For a contemporary comparison, we can consider the student protests in South Africa. According to the BBC, these protests started in October as a response to fee hikes: "Many black students say they come from poor families, and fee increases will rob them of the opportunity to continue studying." Here, it's not about world war and wanton consumption. Rather, the fight is over the right and the desire to become educated. Yes, there is a racial element, but the framing of the argument - the motivation for the revolts - are completely different from what's happening in the US. These students appreciate education and are fighting for something they value - and they are not destroying something else in the process. Meanwhile, US protest are about destruction - that's exactly what they seek.

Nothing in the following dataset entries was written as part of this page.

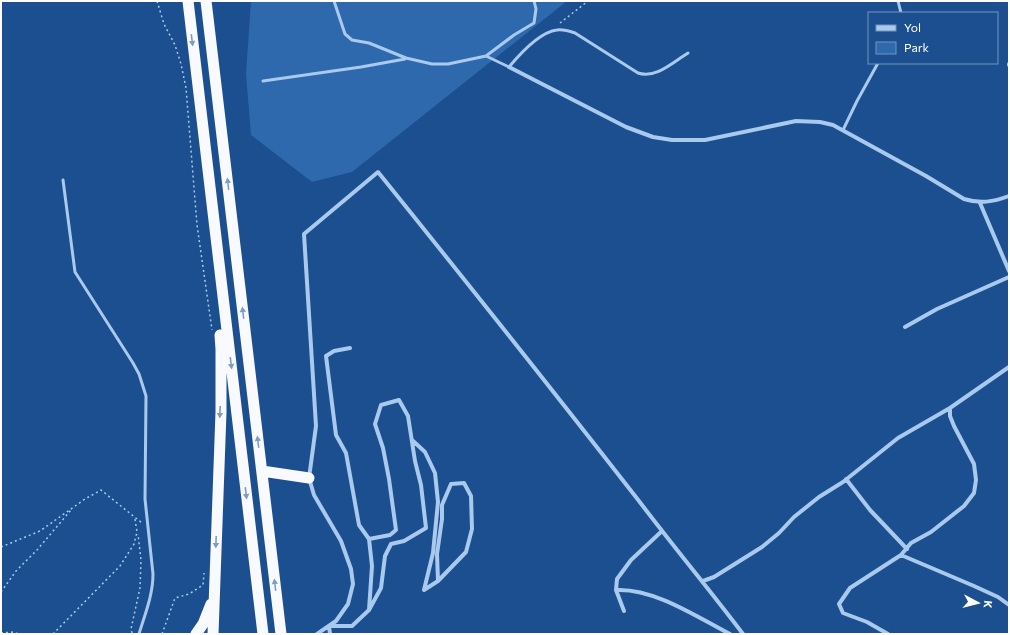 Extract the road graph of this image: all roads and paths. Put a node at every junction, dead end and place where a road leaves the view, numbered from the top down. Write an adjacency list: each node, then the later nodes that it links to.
1 (156, 1): 24 (path)
2 (188, 1): 16 (highway, one-way to 16)
3 (206, 1): 29 (highway, one-way to 3)
4 (334, 1): 12 (lane)
5 (534, 1): 11 (lane)
6 (588, 1): 9 (path)
7 (898, 1): 8 (lane)
8 (901, 12)
9 (551, 31): 10 (lane); 14 (lane)
10 (688, 53)
11 (486, 56): 12 (lane); 14 (lane)
12 (406, 58): 15 (lane)
13 (877, 64): 17 (lane)
14 (509, 67): 17 (street)
15 (263, 80)
16 (202, 122): 46 (highway, one-way to 46); 52 (highway, one-way to 52)
17 (843, 130): 20 (street)
18 (63, 180): 34 (lane)
19 (1009, 196): 20 (street)
20 (980, 203): 21 (street)
21 (1009, 271)
22 (1009, 277): 23 (street)
23 (905, 327)
24 (212, 334)
25 (350, 348): 37 (street)
26 (1009, 367): 27 (street)
27 (950, 408): 31 (street); 39 (street)
28 (412, 440): 37 (street); 42 (street); 48 (street)
29 (262, 471): 30 (highway); 51 (highway, one-way to 29)
30 (309, 478): 35 (street); 50 (street)
31 (846, 479): 39 (street); 43 (street)
32 (72, 508): 33 (path); 38 (path); 45 (path)
33 (134, 518): 34 (path); 36 (path)
34 (148, 528): 57 (lane)
35 (662, 530): 43 (street); 44 (street)
36 (137, 532): 55 (path); 56 (path)
37 (369, 539): 48 (street)
38 (1, 547)
39 (907, 549): 40 (street)
40 (901, 555): 47 (street); 65 (street)
41 (205, 570): 58 (path)
42 (438, 581): 42 (street)
43 (704, 581): 64 (street)
44 (616, 590): 49 (street); 63 (street)
45 (1, 592)
46 (214, 596): 59 (highway); 60 (highway)
47 (1009, 605)
48 (368, 610): 50 (street)
49 (624, 611)
50 (329, 626): 61 (street); 62 (street)
51 (280, 629)
52 (262, 632)
53 (1, 633): 54 (path)
54 (18, 634)
55 (53, 634)
56 (132, 634)
57 (139, 634)
58 (162, 634)
59 (196, 634)
60 (213, 634)
61 (317, 634)
62 (330, 634)
63 (730, 634)
64 (743, 634)
65 (888, 634) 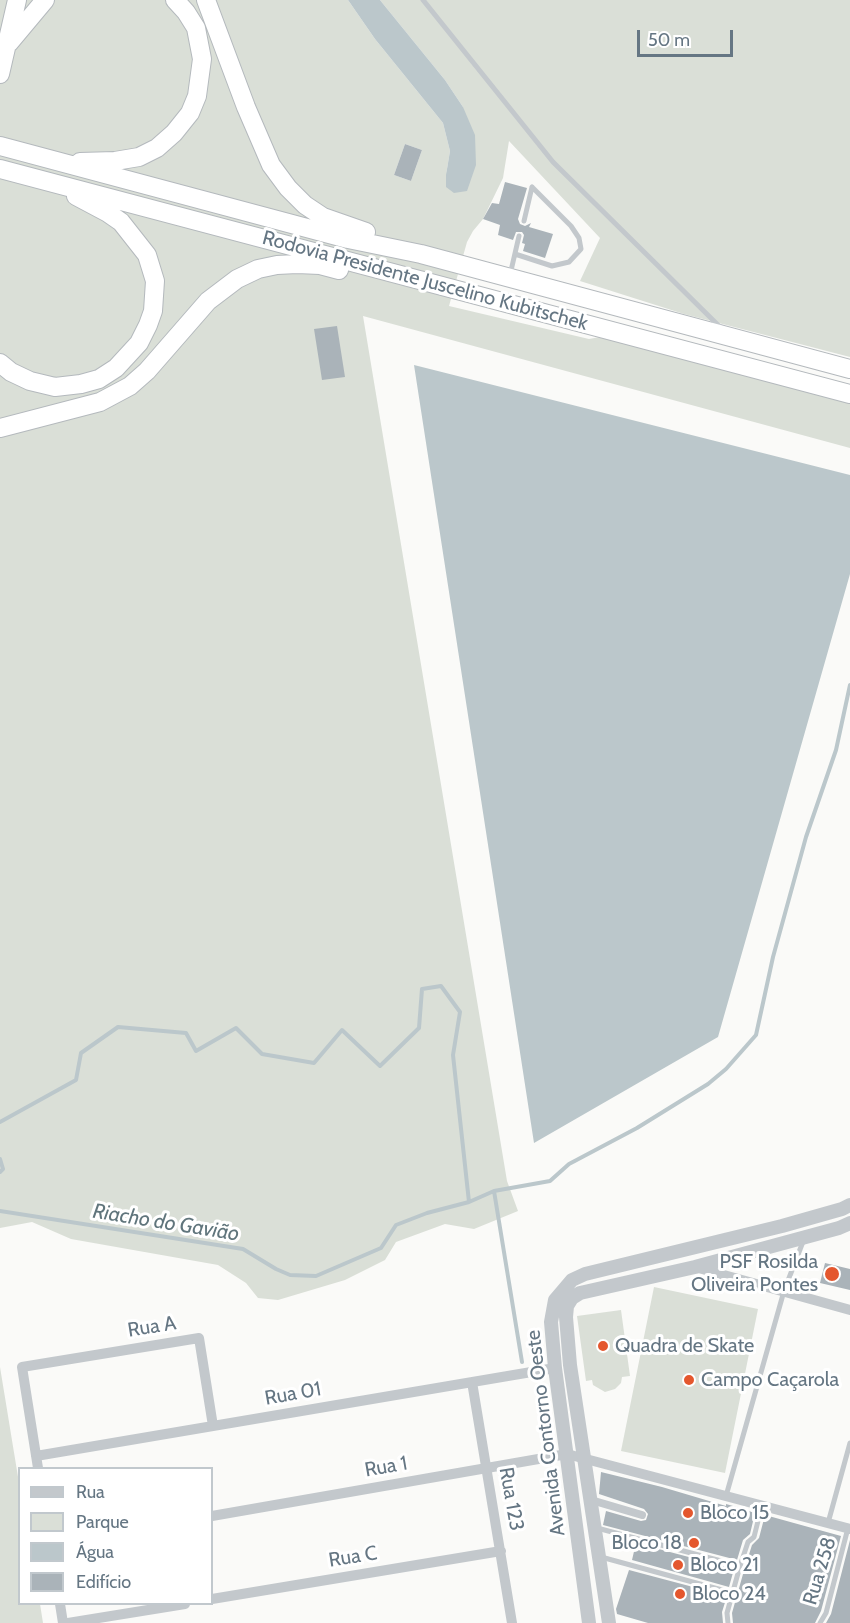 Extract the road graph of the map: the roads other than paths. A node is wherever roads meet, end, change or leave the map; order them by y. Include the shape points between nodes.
1 (17, 0) edge
2 (45, 0) edge
3 (175, 0) edge
4 (206, 0) edge
5 (423, 0) edge
6 (6, 46) junction
7 (0, 74) edge
8 (0, 146) edge
9 (48, 159) junction
10 (0, 169) edge
11 (37, 179) junction
12 (524, 221) dead end
13 (519, 236) dead end
14 (421, 254) junction
15 (515, 254) junction
16 (391, 272) junction
17 (510, 278) junction
18 (728, 336) junction
19 (0, 363) edge
20 (850, 369) edge
21 (850, 394) edge
22 (0, 428) edge
23 (850, 1205) edge
24 (850, 1223) edge
25 (805, 1238) junction
26 (695, 1267) junction
27 (784, 1291) junction
28 (561, 1303) junction
29 (850, 1310) edge
30 (555, 1368) junction
31 (472, 1382) junction
32 (213, 1426) junction
33 (850, 1443) edge
34 (567, 1454) junction
35 (36, 1456) junction
36 (584, 1458) junction
37 (38, 1467) edge
38 (487, 1467) junction
39 (726, 1496) junction
40 (591, 1500) junction
41 (762, 1505) junction
42 (642, 1515) dead end
43 (213, 1516) edge
44 (828, 1523) junction
45 (595, 1527) junction
46 (849, 1529) edge
47 (501, 1551) junction
48 (599, 1556) junction
49 (740, 1566) junction
50 (733, 1593) junction
51 (213, 1599) edge
52 (60, 1605) edge
53 (179, 1605) edge
54 (63, 1623) edge
55 (68, 1623) edge
56 (512, 1623) edge
57 (589, 1623) edge
58 (609, 1623) edge
59 (728, 1623) edge
60 (820, 1623) edge

1 - 6 highway
2 - 6 highway
3 - 9 highway via 196,28 202,59 197,96 190,113 157,148 139,157 115,161
4 - 14 highway via 261,145 288,188 323,217
5 - 18 lane via 553,162
6 - 7 highway
8 - 9 highway, Rodovia Presidente Juscelino Kubitschek
9 - 14 highway, Rodovia Presidente Juscelino Kubitschek via 337,236
10 - 11 highway, Rodovia Presidente Juscelino Kubitschek
11 - 16 highway, Rodovia Presidente Juscelino Kubitschek
11 - 19 highway via 108,213 135,237 147,255 155,281 153,311 139,343 116,368 99,379 55,387 30,381
12 - 15 lane via 532,187 571,226 581,249 569,262 552,266
13 - 15 lane
14 - 17 highway, Rodovia Presidente Juscelino Kubitschek
15 - 17 lane
16 - 21 highway, Rodovia Presidente Juscelino Kubitschek
16 - 22 highway via 379,275 297,264 258,269 208,301 130,386 100,402
17 - 18 highway, Rodovia Presidente Juscelino Kubitschek
18 - 20 highway, Rodovia Presidente Juscelino Kubitschek
23 - 28 street via 782,1226 585,1274 572,1281
24 - 25 street
25 - 26 street
25 - 27 lane
26 - 27 street
26 - 28 street via 580,1293
27 - 29 street
27 - 39 lane
28 - 30 street, Avenida Contorno Oeste via 551,1322
28 - 36 street, Avenida Contorno Oeste
30 - 31 street, Rua 01
30 - 34 street, Avenida Contorno Oeste
31 - 32 street, Rua 01
31 - 38 street, Rua 123
32 - 35 street, Rua 01
32 - 35 street, Rua A via 198,1338 22,1367
33 - 44 lane
34 - 36 street
34 - 38 street, Rua 1
34 - 57 street, Avenida Contorno Oeste
35 - 37 street
36 - 39 street
36 - 40 street, Avenida Contorno Oeste
38 - 43 street, Rua 1
38 - 47 street, Rua 123
39 - 41 street
40 - 42 street
40 - 45 street, Avenida Contorno Oeste
41 - 44 street
41 - 49 lane via 754,1537 747,1542
44 - 46 street
45 - 48 street, Avenida Contorno Oeste
45 - 49 lane
46 - 60 lane, Rua 258
47 - 51 street, Rua C
47 - 56 street, Rua 123
48 - 50 lane
48 - 58 street, Avenida Contorno Oeste
49 - 50 lane
50 - 59 lane
52 - 54 street
53 - 55 street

Students in the 1960s were (mostly) peacefully pushing for an end to violence in the world and the equitable treatment of all. Students in modern day South Africa are fighting simply for access to good education. And what do these spoiled American brats do? The protest for "safe spaces" and the right for one group to spread hatred. They do not want to spread peace. They want to hate freely but they don't want anyone else to hate freely. They want to destroy the system and resurrect it in exactly their own image. They want to tear down everything that demands that they, students of universities, become thoughtful adults. American students fail to appreciate the education they get, as flawed as it may be. I sure wish I could've gone to Dartmouth, Columbia, or Yale...not so much Mizzou... But these spoiled brats would rather spit in the face of what they do have, bitch and moan about it, then demand that their every childish wish be granted. As individuals, they do not want to change and grow - they want everyone else to acquiesce to their dwarfed sense of being. Oh you poor, stunted, rotten youth.

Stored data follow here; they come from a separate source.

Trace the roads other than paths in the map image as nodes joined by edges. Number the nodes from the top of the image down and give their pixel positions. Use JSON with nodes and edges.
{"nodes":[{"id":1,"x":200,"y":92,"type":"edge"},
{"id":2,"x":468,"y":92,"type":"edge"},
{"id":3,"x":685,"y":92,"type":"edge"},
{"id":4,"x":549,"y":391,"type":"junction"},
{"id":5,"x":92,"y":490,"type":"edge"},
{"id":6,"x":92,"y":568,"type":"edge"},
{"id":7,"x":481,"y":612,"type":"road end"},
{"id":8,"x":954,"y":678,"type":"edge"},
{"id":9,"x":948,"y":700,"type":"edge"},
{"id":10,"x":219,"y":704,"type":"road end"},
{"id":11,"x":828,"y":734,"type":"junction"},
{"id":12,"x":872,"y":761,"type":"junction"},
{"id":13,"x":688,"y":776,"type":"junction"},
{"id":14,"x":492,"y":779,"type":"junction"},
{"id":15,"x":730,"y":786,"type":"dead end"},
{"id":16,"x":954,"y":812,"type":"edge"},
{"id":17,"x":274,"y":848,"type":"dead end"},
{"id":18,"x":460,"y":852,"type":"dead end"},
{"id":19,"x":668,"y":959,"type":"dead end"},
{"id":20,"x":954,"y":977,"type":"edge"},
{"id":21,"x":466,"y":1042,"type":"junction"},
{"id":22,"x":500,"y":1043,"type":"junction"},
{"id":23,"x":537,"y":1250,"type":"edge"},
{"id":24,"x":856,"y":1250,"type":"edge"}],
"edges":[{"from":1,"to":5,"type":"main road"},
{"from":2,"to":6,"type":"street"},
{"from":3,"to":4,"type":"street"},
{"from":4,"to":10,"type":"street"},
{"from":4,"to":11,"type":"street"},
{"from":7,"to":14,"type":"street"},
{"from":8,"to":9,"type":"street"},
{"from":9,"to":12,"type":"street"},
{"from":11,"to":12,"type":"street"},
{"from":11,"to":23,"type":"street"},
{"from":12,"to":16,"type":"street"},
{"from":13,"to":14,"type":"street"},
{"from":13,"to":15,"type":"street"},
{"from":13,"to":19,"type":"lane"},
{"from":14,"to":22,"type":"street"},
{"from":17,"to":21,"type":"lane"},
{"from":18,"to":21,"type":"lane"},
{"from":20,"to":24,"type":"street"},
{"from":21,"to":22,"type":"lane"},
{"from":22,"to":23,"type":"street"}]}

Maybe the Safe Space Fairy will come down and no one will ever have to hear a bad thing ever again. Maybe She will make it so no one hates anyone and we all act completely rationally and kindly all the time. Or maybe these students and their bullshit protest should just get some perspective. I'm not saying their precious little feelings are wrong; I'm saying their methods and their ideologies are completely fucking wrong. They are damaging, disrespectful, and mean-spirited. At least the hippies saw the value of peace.

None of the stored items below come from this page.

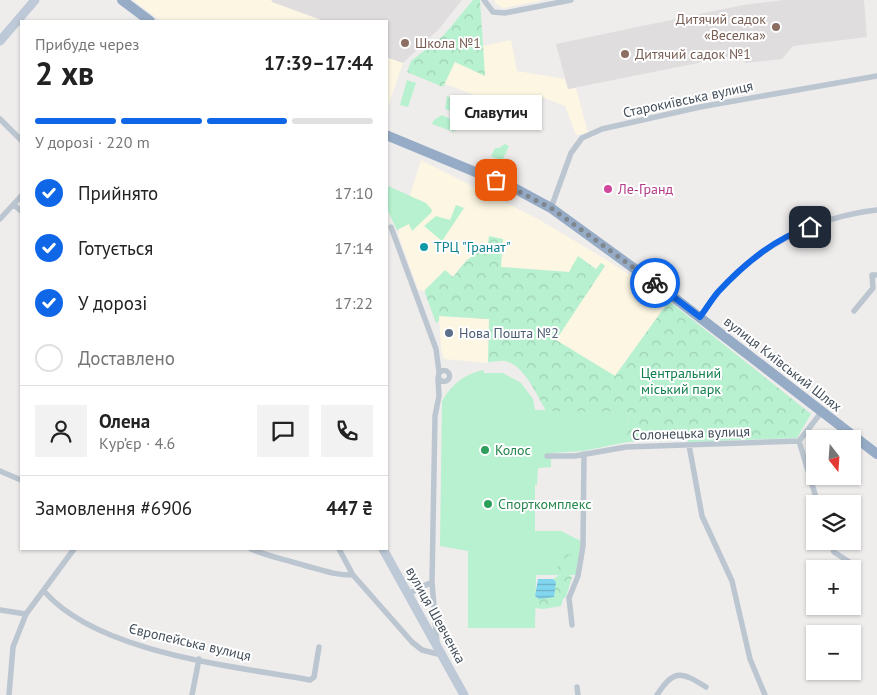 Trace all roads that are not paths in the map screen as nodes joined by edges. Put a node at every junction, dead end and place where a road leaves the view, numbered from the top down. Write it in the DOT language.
graph roads {
  1 [pos="35,0"];
  2 [pos="122,0"];
  3 [pos="571,0"];
  4 [pos="485,2"];
  5 [pos="149,20"];
  6 [pos="0,41"];
  7 [pos="877,76"];
  8 [pos="0,119"];
  9 [pos="388,137"];
  10 [pos="20,139"];
  11 [pos="20,197"];
  12 [pos="14,205"];
  13 [pos="551,208"];
  14 [pos="877,210"];
  15 [pos="20,211"];
  16 [pos="0,219"];
  17 [pos="391,228"];
  18 [pos="877,275"];
  19 [pos="854,311"];
  20 [pos="700,317"];
  21 [pos="441,373"];
  22 [pos="448,380"];
  23 [pos="439,396"];
  24 [pos="824,413"];
  25 [pos="798,441"];
  26 [pos="689,445"];
  27 [pos="584,454"];
  28 [pos="877,454"];
  29 [pos="547,456"];
  30 [pos="0,471"];
  31 [pos="20,480"];
  32 [pos="815,495"];
  33 [pos="73,550"];
  34 [pos="253,550"];
  35 [pos="340,550"];
  36 [pos="384,550"];
  37 [pos="833,550"];
  38 [pos="845,560"];
  39 [pos="353,575"];
  40 [pos="432,582"];
  41 [pos="44,591"];
  42 [pos="408,594"];
  43 [pos="0,610"];
  44 [pos="26,614"];
  45 [pos="572,625"];
  46 [pos="437,646"];
  47 [pos="319,647"];
  48 [pos="442,656"];
  49 [pos="198,659"];
  50 [pos="578,687"];
  51 [pos="706,687"];
  52 [pos="9,695"];
  53 [pos="192,695"];
  54 [pos="463,695"];
  55 [pos="578,695"];
  56 [pos="657,695"];
  57 [pos="765,695"];
  1 -- 6 [label="main road"];
  2 -- 5 [label="highway"];
  3 -- 4 [label="street"];
  7 -- 13 [label="street, Старокиївська вулиця"];
  8 -- 10 [label="street"];
  9 -- 13 [label="highway, вулиця Київський Шлях"];
  11 -- 12 [label="street"];
  12 -- 15 [label="street"];
  12 -- 16 [label="street"];
  13 -- 20 [label="highway, вулиця Київський Шлях"];
  14 -- 20 [label="street"];
  17 -- 21 [label="street"];
  18 -- 19 [label="street"];
  20 -- 24 [label="highway, вулиця Київський Шлях"];
  21 -- 22 [label="street"];
  21 -- 22 [label="street"];
  21 -- 23 [label="street"];
  22 -- 23 [label="street"];
  23 -- 40 [label="street"];
  24 -- 25 [label="street"];
  24 -- 28 [label="highway, вулиця Київський Шлях"];
  25 -- 26 [label="street, Солонецька вулиця"];
  25 -- 32 [label="street"];
  26 -- 27 [label="street, Солонецька вулиця"];
  26 -- 57 [label="street"];
  27 -- 29 [label="street, Солонецька вулиця"];
  27 -- 45 [label="street"];
  30 -- 31 [label="street"];
  33 -- 41 [label="street"];
  34 -- 39 [label="street"];
  35 -- 39 [label="street"];
  36 -- 42 [label="main road, вулиця Шевченка"];
  37 -- 38 [label="street"];
  39 -- 48 [label="street"];
  40 -- 42 [label="street"];
  40 -- 46 [label="street"];
  41 -- 44 [label="street"];
  41 -- 49 [label="street, Європейська вулиця"];
  42 -- 46 [label="main road, вулиця Шевченка"];
  43 -- 44 [label="street"];
  44 -- 52 [label="street"];
  46 -- 48 [label="main road, вулиця Шевченка"];
  47 -- 49 [label="street, Європейська вулиця"];
  48 -- 54 [label="main road, вулиця Шевченка"];
  49 -- 53 [label="street"];
  50 -- 55 [label="street"];
  51 -- 56 [label="street"];
}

Short, in his New York Post piece referenced above, included the incident of a protest speaker who pointed out a group of guys playing Frisbee. The speaker ridiculed the students and said, "Look at those guys playing Frisbee - that is the definition of privilege." No, Anonymous Speaker Jackass, that is not the definition of privilege. The definition of privilege is being protected as you ridicule your fellow co-eds while attending one of the best universities on the planet. Privilege is being able to cry about how tough life is - not because you sincerely wish for a more peaceful planet - but so the media will cover it and you'll get that attention you want so badly. You ask if I'm with you? Fuck no. Because I actually think peace, respect, and general thoughtfulness matter - I am not with you.